Stored data

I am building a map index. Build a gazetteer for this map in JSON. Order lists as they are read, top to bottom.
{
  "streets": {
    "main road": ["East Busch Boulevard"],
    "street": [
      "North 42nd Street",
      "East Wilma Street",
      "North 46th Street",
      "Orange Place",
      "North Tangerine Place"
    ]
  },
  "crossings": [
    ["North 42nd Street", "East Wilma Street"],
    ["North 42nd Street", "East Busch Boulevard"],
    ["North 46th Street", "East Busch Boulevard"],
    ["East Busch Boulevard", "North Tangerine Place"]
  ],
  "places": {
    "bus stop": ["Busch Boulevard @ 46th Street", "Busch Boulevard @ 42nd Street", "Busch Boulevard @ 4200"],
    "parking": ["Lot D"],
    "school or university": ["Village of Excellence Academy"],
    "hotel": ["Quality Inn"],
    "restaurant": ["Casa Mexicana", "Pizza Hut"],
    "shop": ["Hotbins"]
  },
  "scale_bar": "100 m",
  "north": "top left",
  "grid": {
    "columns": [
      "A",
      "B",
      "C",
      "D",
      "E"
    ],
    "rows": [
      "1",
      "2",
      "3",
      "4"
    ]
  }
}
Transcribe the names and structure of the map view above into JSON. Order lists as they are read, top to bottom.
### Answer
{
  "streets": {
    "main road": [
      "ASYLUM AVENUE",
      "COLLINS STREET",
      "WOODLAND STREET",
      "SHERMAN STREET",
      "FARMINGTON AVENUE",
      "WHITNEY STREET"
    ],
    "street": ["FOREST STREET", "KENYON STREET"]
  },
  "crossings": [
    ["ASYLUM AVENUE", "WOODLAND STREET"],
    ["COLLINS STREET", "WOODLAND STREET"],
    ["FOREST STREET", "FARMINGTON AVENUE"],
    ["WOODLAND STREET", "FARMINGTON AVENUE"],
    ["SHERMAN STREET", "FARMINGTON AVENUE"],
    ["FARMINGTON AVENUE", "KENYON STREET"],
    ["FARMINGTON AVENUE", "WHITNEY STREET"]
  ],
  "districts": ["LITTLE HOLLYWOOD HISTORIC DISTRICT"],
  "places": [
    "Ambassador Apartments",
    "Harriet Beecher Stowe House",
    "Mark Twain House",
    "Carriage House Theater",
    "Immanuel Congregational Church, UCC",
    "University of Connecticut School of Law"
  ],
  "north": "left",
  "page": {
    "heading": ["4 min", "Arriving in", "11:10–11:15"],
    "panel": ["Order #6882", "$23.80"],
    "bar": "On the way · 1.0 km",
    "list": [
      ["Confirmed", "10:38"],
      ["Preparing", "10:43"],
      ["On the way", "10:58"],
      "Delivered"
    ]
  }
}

Task to carry out: Restate the data above in full, word for word.

Task solution:
I am building a map index. Build a gazetteer for this map in JSON. Order lists as they are read, top to bottom.
{
  "streets": {
    "main road": ["East Busch Boulevard"],
    "street": [
      "North 42nd Street",
      "East Wilma Street",
      "North 46th Street",
      "Orange Place",
      "North Tangerine Place"
    ]
  },
  "crossings": [
    ["North 42nd Street", "East Wilma Street"],
    ["North 42nd Street", "East Busch Boulevard"],
    ["North 46th Street", "East Busch Boulevard"],
    ["East Busch Boulevard", "North Tangerine Place"]
  ],
  "places": {
    "bus stop": ["Busch Boulevard @ 46th Street", "Busch Boulevard @ 42nd Street", "Busch Boulevard @ 4200"],
    "parking": ["Lot D"],
    "school or university": ["Village of Excellence Academy"],
    "hotel": ["Quality Inn"],
    "restaurant": ["Casa Mexicana", "Pizza Hut"],
    "shop": ["Hotbins"]
  },
  "scale_bar": "100 m",
  "north": "top left",
  "grid": {
    "columns": [
      "A",
      "B",
      "C",
      "D",
      "E"
    ],
    "rows": [
      "1",
      "2",
      "3",
      "4"
    ]
  }
}
Transcribe the names and structure of the map view above into JSON. Order lists as they are read, top to bottom.
### Answer
{
  "streets": {
    "main road": [
      "ASYLUM AVENUE",
      "COLLINS STREET",
      "WOODLAND STREET",
      "SHERMAN STREET",
      "FARMINGTON AVENUE",
      "WHITNEY STREET"
    ],
    "street": ["FOREST STREET", "KENYON STREET"]
  },
  "crossings": [
    ["ASYLUM AVENUE", "WOODLAND STREET"],
    ["COLLINS STREET", "WOODLAND STREET"],
    ["FOREST STREET", "FARMINGTON AVENUE"],
    ["WOODLAND STREET", "FARMINGTON AVENUE"],
    ["SHERMAN STREET", "FARMINGTON AVENUE"],
    ["FARMINGTON AVENUE", "KENYON STREET"],
    ["FARMINGTON AVENUE", "WHITNEY STREET"]
  ],
  "districts": ["LITTLE HOLLYWOOD HISTORIC DISTRICT"],
  "places": [
    "Ambassador Apartments",
    "Harriet Beecher Stowe House",
    "Mark Twain House",
    "Carriage House Theater",
    "Immanuel Congregational Church, UCC",
    "University of Connecticut School of Law"
  ],
  "north": "left",
  "page": {
    "heading": ["4 min", "Arriving in", "11:10–11:15"],
    "panel": ["Order #6882", "$23.80"],
    "bar": "On the way · 1.0 km",
    "list": [
      ["Confirmed", "10:38"],
      ["Preparing", "10:43"],
      ["On the way", "10:58"],
      "Delivered"
    ]
  }
}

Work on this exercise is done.